**Problem requirements**
What is needed is the full listing written out exactly, minus the pictures.

::::

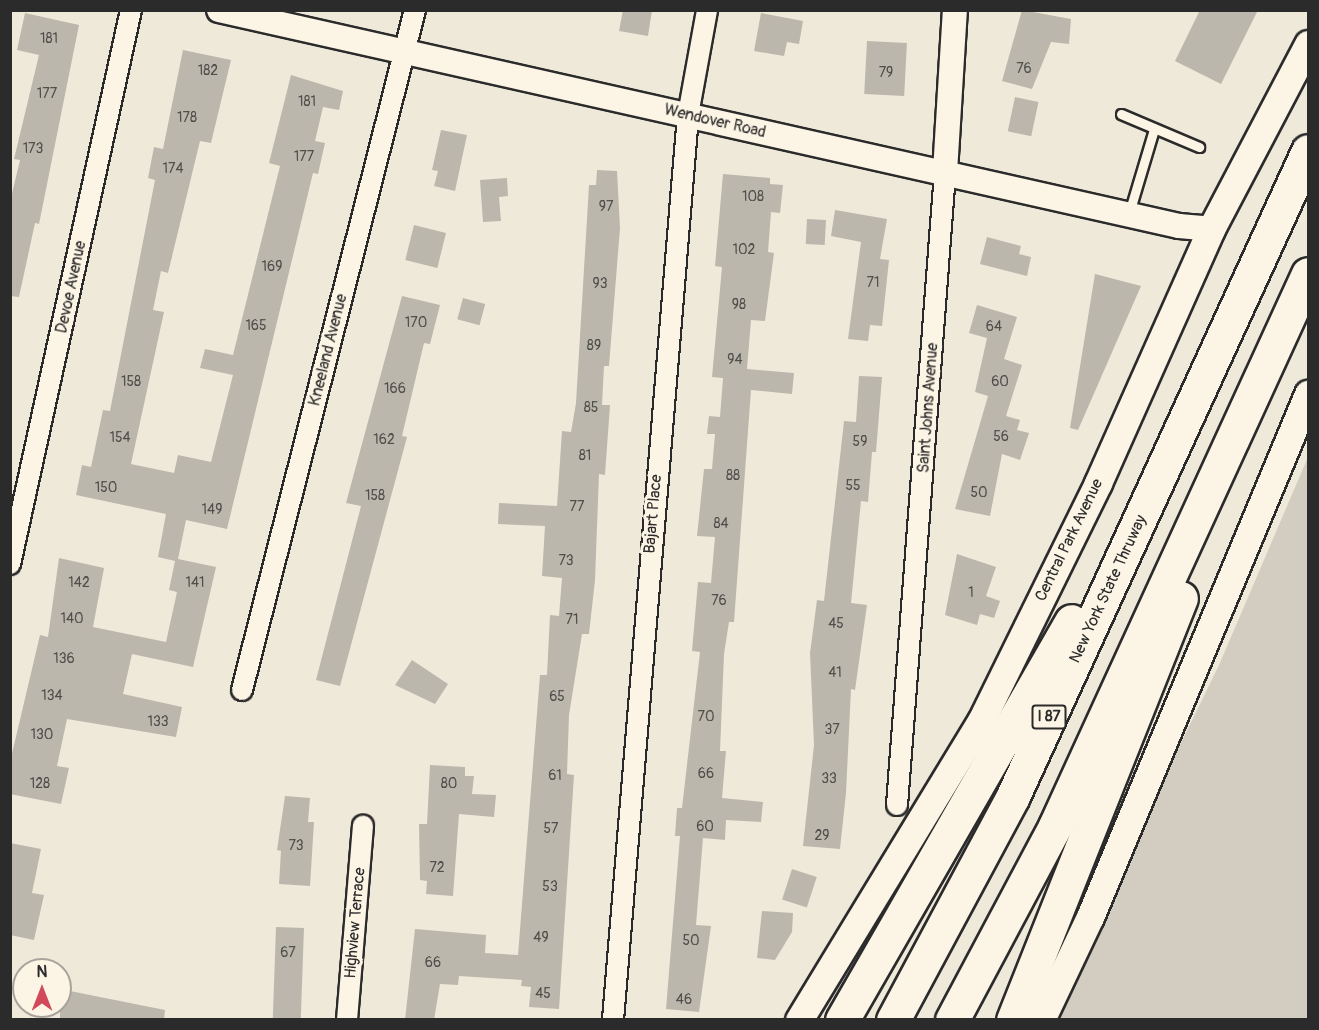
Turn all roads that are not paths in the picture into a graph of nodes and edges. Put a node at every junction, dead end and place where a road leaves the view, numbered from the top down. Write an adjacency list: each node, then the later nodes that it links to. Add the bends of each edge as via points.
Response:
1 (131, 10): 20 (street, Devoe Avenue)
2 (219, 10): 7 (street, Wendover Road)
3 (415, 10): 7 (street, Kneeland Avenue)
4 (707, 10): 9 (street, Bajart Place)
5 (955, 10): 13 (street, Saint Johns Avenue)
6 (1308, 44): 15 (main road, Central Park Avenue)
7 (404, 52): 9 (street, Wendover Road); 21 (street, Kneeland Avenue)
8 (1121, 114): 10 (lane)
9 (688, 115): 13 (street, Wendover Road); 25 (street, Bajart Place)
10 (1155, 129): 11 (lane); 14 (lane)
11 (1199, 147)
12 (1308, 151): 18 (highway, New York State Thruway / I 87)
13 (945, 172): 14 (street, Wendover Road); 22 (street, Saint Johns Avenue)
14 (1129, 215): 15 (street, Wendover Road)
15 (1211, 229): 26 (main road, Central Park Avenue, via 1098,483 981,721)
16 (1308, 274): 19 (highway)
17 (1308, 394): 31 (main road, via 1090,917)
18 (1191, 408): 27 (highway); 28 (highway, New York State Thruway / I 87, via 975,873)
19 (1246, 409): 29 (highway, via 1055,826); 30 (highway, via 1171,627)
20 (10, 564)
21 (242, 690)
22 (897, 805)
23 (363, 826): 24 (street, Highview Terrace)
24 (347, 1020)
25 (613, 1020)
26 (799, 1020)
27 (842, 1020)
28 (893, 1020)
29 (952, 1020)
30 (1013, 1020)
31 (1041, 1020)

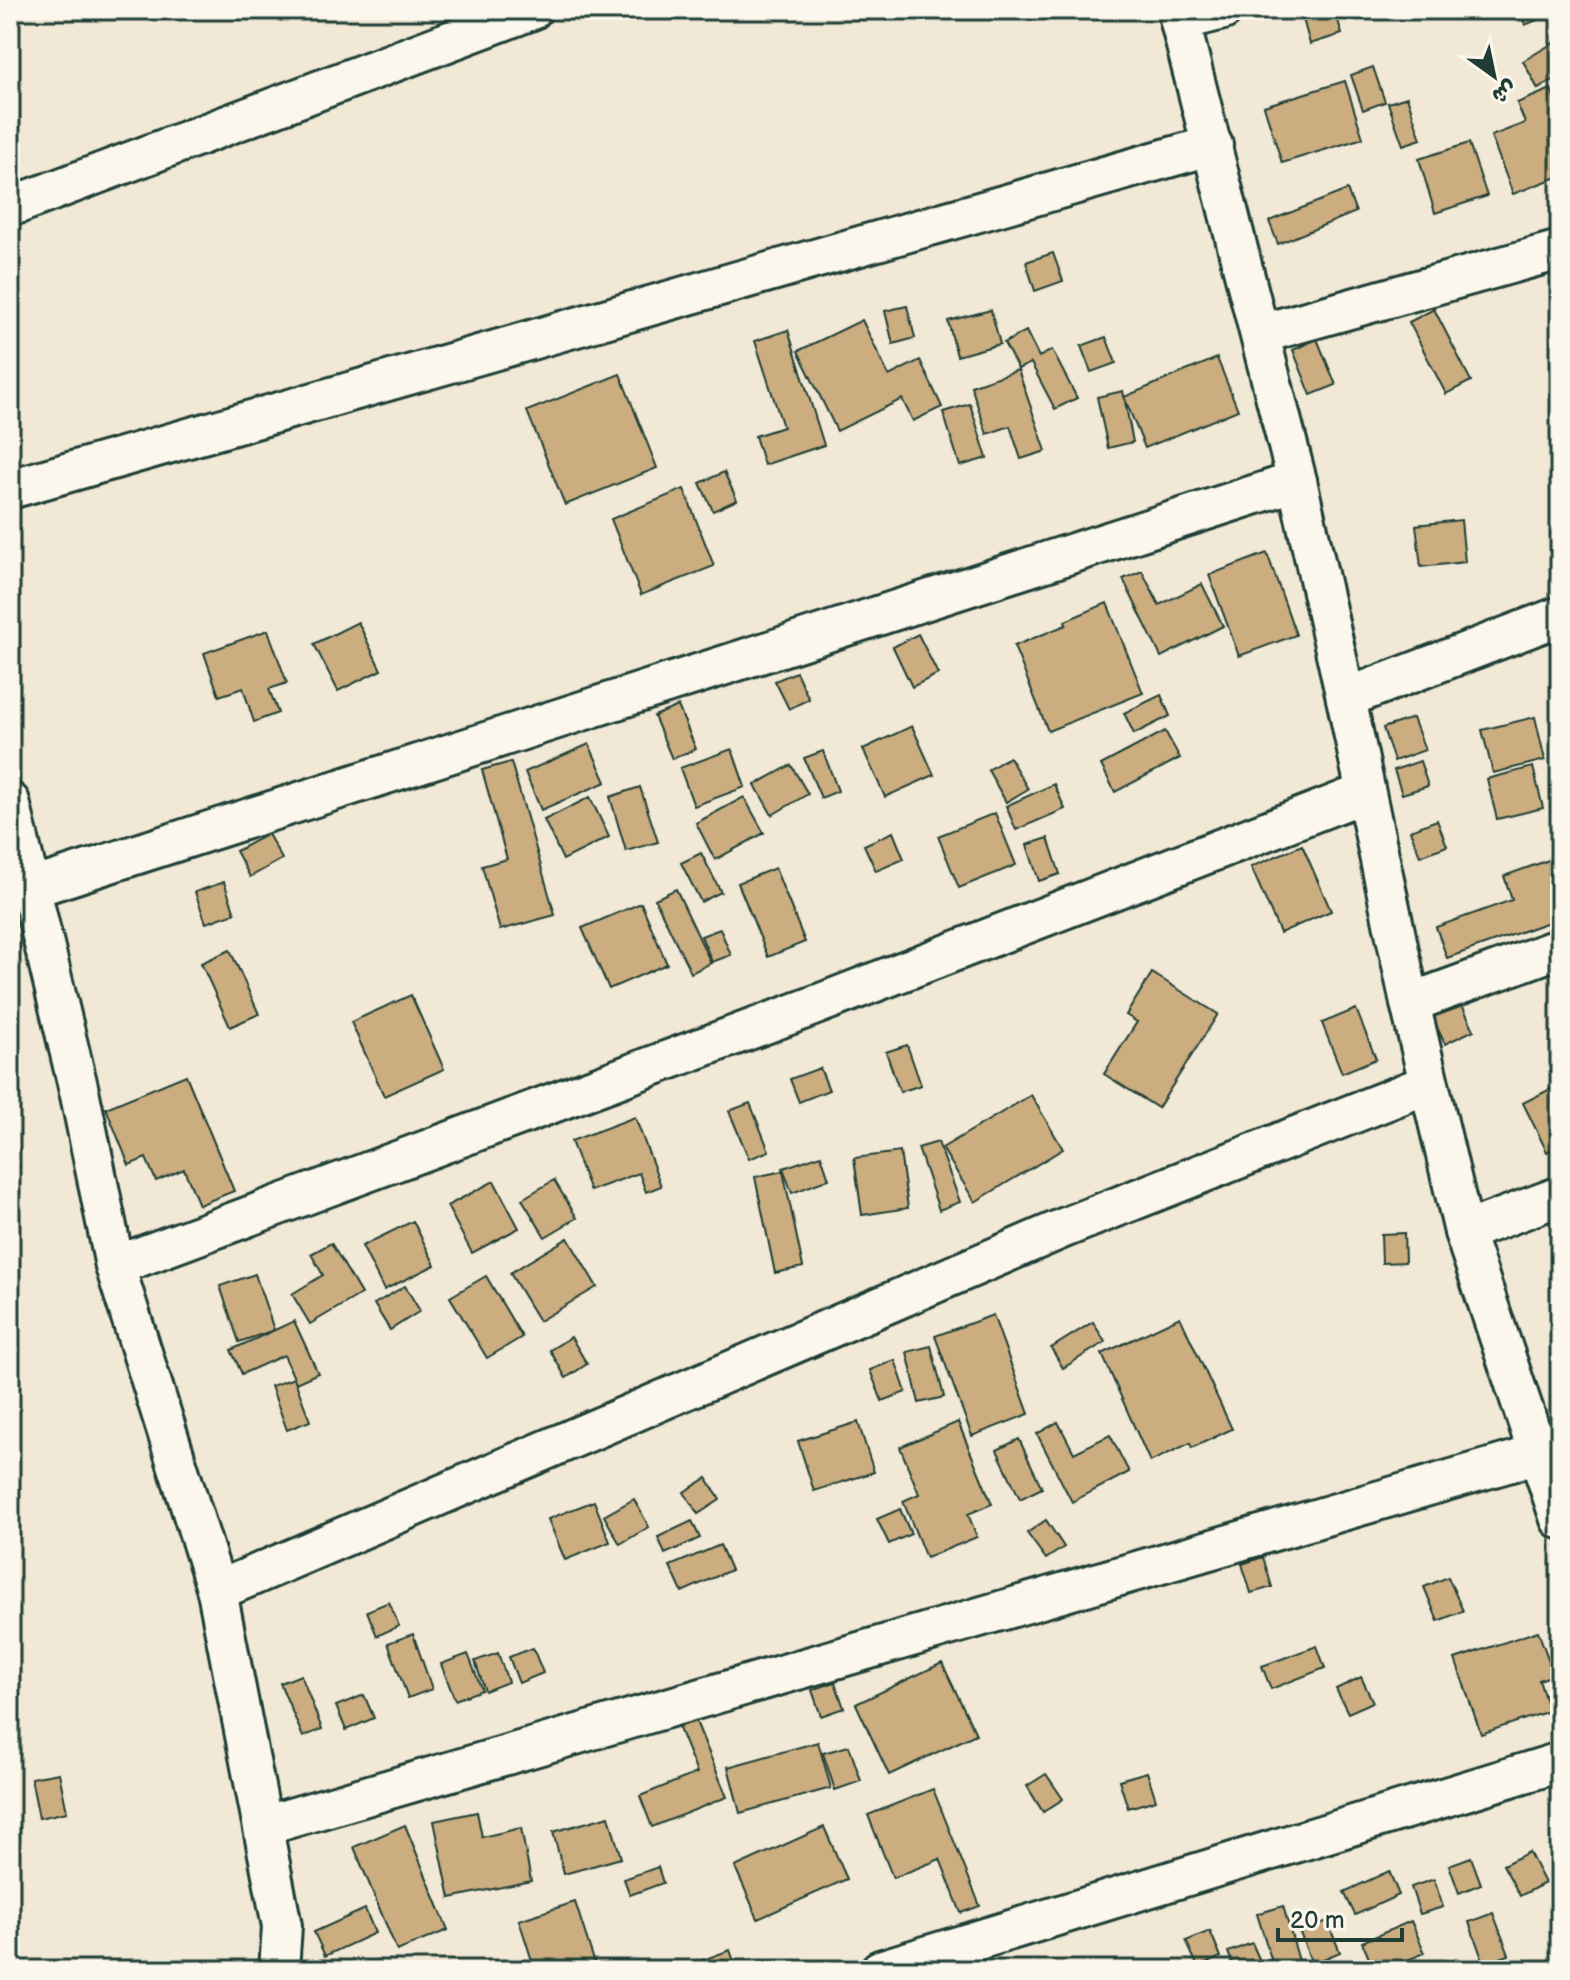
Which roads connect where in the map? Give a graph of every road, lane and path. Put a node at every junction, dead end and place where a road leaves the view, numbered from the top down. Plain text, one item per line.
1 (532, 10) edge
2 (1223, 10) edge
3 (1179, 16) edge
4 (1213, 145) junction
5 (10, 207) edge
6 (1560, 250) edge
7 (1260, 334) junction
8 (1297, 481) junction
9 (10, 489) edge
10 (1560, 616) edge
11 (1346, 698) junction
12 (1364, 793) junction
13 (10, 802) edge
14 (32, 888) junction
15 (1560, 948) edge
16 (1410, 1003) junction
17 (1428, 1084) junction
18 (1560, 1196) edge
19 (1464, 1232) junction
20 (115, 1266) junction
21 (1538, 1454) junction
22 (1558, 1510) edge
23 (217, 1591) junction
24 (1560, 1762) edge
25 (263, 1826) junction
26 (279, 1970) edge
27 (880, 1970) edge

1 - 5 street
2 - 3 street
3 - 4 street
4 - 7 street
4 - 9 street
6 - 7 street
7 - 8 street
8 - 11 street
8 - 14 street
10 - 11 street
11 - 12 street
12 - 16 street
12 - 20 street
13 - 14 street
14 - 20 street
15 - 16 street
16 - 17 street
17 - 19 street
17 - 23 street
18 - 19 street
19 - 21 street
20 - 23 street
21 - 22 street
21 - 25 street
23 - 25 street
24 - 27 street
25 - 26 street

::::

**Exercise solution**
Turn all roads that are not paths in the picture into a graph of nodes and edges. Put a node at every junction, dead end and place where a road leaves the view, numbered from the top down. Write an adjacency list: each node, then the later nodes that it links to. Add the bends of each edge as via points.
Response:
1 (131, 10): 20 (street, Devoe Avenue)
2 (219, 10): 7 (street, Wendover Road)
3 (415, 10): 7 (street, Kneeland Avenue)
4 (707, 10): 9 (street, Bajart Place)
5 (955, 10): 13 (street, Saint Johns Avenue)
6 (1308, 44): 15 (main road, Central Park Avenue)
7 (404, 52): 9 (street, Wendover Road); 21 (street, Kneeland Avenue)
8 (1121, 114): 10 (lane)
9 (688, 115): 13 (street, Wendover Road); 25 (street, Bajart Place)
10 (1155, 129): 11 (lane); 14 (lane)
11 (1199, 147)
12 (1308, 151): 18 (highway, New York State Thruway / I 87)
13 (945, 172): 14 (street, Wendover Road); 22 (street, Saint Johns Avenue)
14 (1129, 215): 15 (street, Wendover Road)
15 (1211, 229): 26 (main road, Central Park Avenue, via 1098,483 981,721)
16 (1308, 274): 19 (highway)
17 (1308, 394): 31 (main road, via 1090,917)
18 (1191, 408): 27 (highway); 28 (highway, New York State Thruway / I 87, via 975,873)
19 (1246, 409): 29 (highway, via 1055,826); 30 (highway, via 1171,627)
20 (10, 564)
21 (242, 690)
22 (897, 805)
23 (363, 826): 24 (street, Highview Terrace)
24 (347, 1020)
25 (613, 1020)
26 (799, 1020)
27 (842, 1020)
28 (893, 1020)
29 (952, 1020)
30 (1013, 1020)
31 (1041, 1020)

Which roads connect where in the map? Give a graph of every road, lane and path. Put a node at every junction, dead end and place where a road leaves the view, numbered from the top down. Plain text, one item per line.
1 (532, 10) edge
2 (1223, 10) edge
3 (1179, 16) edge
4 (1213, 145) junction
5 (10, 207) edge
6 (1560, 250) edge
7 (1260, 334) junction
8 (1297, 481) junction
9 (10, 489) edge
10 (1560, 616) edge
11 (1346, 698) junction
12 (1364, 793) junction
13 (10, 802) edge
14 (32, 888) junction
15 (1560, 948) edge
16 (1410, 1003) junction
17 (1428, 1084) junction
18 (1560, 1196) edge
19 (1464, 1232) junction
20 (115, 1266) junction
21 (1538, 1454) junction
22 (1558, 1510) edge
23 (217, 1591) junction
24 (1560, 1762) edge
25 (263, 1826) junction
26 (279, 1970) edge
27 (880, 1970) edge

1 - 5 street
2 - 3 street
3 - 4 street
4 - 7 street
4 - 9 street
6 - 7 street
7 - 8 street
8 - 11 street
8 - 14 street
10 - 11 street
11 - 12 street
12 - 16 street
12 - 20 street
13 - 14 street
14 - 20 street
15 - 16 street
16 - 17 street
17 - 19 street
17 - 23 street
18 - 19 street
19 - 21 street
20 - 23 street
21 - 22 street
21 - 25 street
23 - 25 street
24 - 27 street
25 - 26 street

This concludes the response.